Sunday, August 23, 2009

So what should the Christian perspective on health care reform be? To start with it must be rational. That means it must look at the facts as they are, not as we wish them to be. It must be informed by faith, that is the center of any reform must be the inherent dignity of the individual and their right to life.
In my last entry I ran through some numbers on health care and pointed out that the "health care crisis" is in reality a money crisis. A rational look at our health care situation demands that we start by looking at what our present situation is. We have already done that. Then we must lay out the principles that we can, as Christians, accept as the goals of health care reform. Then we must face the requirements that exist which takes us from where we are to where we need to be to meet our goals.
I would propose the following principles must be applied.
Medical care must be available to all Americans. Than means from conception to natural death. Abortion is not health care, neither is euthanasia.
The quality of the medical care must be equitable.
Equitable means that care, of a quality now enjoyed by those who have good health insurance must be expanded to all, not that everyone receive less car through the practice of rationing.
Business must continue to carry their fair share of health care coverage. That means they must either continue to pay their portion or they must give that money to their employees so that they can use it to purchase health care. No windfalls by dumping employees on some government health care program. Health insurance is part of a benefit package for most employees, that is part of their compensation for doing their job. To withdraw that compensation without replacing it with cash is equivalent to a pay cut.
If those are our goals then we must face one fact. We will be spending more on health care. Not just "We the People", that is the government, but we the individual. We pay more for a car in 2009 than we did in 1965. We can not realistically expect to pay the same for health care in 2009 that we did in 1965. No one expects that in 2015 cars will cost less. Is it rational to expect that health care will be less?
We also know that as we get older we will need more health care. We should expect that our health costs later in life will be more than when we are young. Just as we plan for retirement, those of us who are fortunate enough to be able to invest and save for retirement must expect that some of this money will go to increased health care costs.
We must also face that there are those who either don't or are not financial fortunate enough to be able to save for this period. We must accept the fact that we will have to pay for them. Either through private Christian charity or government mandate. If we refuse to do it through the former method we should not be surprised if we are force to do it through the latter.
We must also face some other facts. We do not have enough doctors to give equitable care to everyone. This is one of the reasons care is rationed in Canada and Great Britain. The other is investment of too much of their health care dollar(pound) in bureaucracy instead of health. That is the natural result of a single payer system.
So how to get there from here?
Continuance of health savings plans is one way. This is set for the ax under the House's Health care bill. Health savings plans encourage individuals to save for their health care needs. They should be allowed to carry over from year to year amounts that are not spent. At the present time any amount not spent goes to the administrator of the plan.

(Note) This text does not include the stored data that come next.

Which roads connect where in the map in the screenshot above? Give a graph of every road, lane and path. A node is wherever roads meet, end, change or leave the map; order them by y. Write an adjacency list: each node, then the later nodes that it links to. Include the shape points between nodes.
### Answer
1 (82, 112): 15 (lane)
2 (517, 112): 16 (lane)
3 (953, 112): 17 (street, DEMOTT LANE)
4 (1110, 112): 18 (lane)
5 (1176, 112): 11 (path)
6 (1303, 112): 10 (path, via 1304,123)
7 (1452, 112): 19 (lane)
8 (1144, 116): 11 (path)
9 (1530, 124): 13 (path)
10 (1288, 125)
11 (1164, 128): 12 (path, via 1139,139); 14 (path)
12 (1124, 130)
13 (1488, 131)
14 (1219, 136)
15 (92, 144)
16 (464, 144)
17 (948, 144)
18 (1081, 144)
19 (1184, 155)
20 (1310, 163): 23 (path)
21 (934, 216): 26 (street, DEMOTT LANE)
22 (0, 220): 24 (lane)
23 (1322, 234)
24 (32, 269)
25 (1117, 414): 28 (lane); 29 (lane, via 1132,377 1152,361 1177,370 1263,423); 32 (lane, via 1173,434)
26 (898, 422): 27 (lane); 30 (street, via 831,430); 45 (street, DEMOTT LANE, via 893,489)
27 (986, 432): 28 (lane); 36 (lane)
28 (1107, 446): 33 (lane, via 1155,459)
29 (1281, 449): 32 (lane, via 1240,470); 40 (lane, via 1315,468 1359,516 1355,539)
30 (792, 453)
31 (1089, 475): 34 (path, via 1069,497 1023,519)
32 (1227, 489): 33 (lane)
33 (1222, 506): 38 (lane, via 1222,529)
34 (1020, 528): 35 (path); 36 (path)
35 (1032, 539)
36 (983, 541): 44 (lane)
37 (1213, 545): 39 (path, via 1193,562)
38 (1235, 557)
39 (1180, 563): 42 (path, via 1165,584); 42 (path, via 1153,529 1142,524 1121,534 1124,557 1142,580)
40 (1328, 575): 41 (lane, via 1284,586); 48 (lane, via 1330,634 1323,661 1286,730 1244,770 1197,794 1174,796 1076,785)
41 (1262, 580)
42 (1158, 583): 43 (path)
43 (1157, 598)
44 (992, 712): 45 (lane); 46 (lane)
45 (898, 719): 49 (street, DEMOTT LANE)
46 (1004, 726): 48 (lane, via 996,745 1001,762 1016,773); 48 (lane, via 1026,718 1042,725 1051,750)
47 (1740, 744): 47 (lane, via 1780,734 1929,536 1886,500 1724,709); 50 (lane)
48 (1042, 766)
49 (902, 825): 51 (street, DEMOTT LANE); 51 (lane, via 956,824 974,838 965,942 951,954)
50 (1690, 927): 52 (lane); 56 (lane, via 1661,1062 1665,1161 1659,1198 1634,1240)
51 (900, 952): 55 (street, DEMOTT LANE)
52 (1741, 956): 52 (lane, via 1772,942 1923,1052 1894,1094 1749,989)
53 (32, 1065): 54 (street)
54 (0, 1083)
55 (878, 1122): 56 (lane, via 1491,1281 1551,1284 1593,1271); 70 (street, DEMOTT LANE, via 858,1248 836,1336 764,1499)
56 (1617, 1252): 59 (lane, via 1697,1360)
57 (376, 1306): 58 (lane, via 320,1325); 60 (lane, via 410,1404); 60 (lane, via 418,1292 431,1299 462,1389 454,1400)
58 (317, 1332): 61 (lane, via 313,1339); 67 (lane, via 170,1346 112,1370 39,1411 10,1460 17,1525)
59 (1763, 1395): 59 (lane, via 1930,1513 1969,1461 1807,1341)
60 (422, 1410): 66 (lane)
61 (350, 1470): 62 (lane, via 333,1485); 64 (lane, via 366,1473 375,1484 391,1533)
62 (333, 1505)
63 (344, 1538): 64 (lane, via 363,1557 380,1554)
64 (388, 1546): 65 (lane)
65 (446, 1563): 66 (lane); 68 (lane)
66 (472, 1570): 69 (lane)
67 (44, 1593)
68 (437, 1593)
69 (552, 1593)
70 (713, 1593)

13% of Medicare is lost to fraud. The way to stop that is not more rules and tighter constraints but more investigators, prosecutors and jail sentences.
Not all of the uninsured are equal. There is a difference between a family which truly cannot buy food, shelter and clothing and afford health insurance and one which chooses to live in a better house or buy nicer things rather than pay for health insurance. Each group must be addressed individually and it must be admitted that it will cost the rest of us money, either through taxes or fees. We cannot cover these people for free, and pretending that we can merely means we are not paying for someone else's care.
Efficiency can make it cheaper to cover these people. When deciding how this part of health care should work looking at whether government or industry is more efficient should tell us how we will get the most for the money we have to spend to cover the uninsured. I doubt anyone would claim government is more efficient.
If we want to lower the cost of insurance we must broaden the insurance base. Insurance is a risk easement game. A group of people pool their money through an agreement that if someone gets sick the money for care will come out of the pool. Since the company that manages the pool is a business they skim a portion off the top and then use the remaining assets to pay for the care. The more healthy people that are in the pool the less each member must pay.
There are two ways to lower the cost to individuals. One is to limit the amount the managing company skims off. This is a finite amount. At some point the venture becomes unprofitable and the managing company goes out of business. So only a finite amount of savings comes form this method.
The other is to increase the number of healthy people in the pool. One way to do that is to allow insurance companies to sell anywhere in the United States. That way not only can they increase the number of people in the pool, but they are incentivized to keep their operating costs low, so as to be competitive.
At the bottom we should expect that some people will just not play. They will not get health insurance. Even under single payer they will remain outside the system, by accident or deliberate choice. When they get sick the more bureaucratic the system the less well it will deal with them. There will always be a need for Christian charity in the care of these people.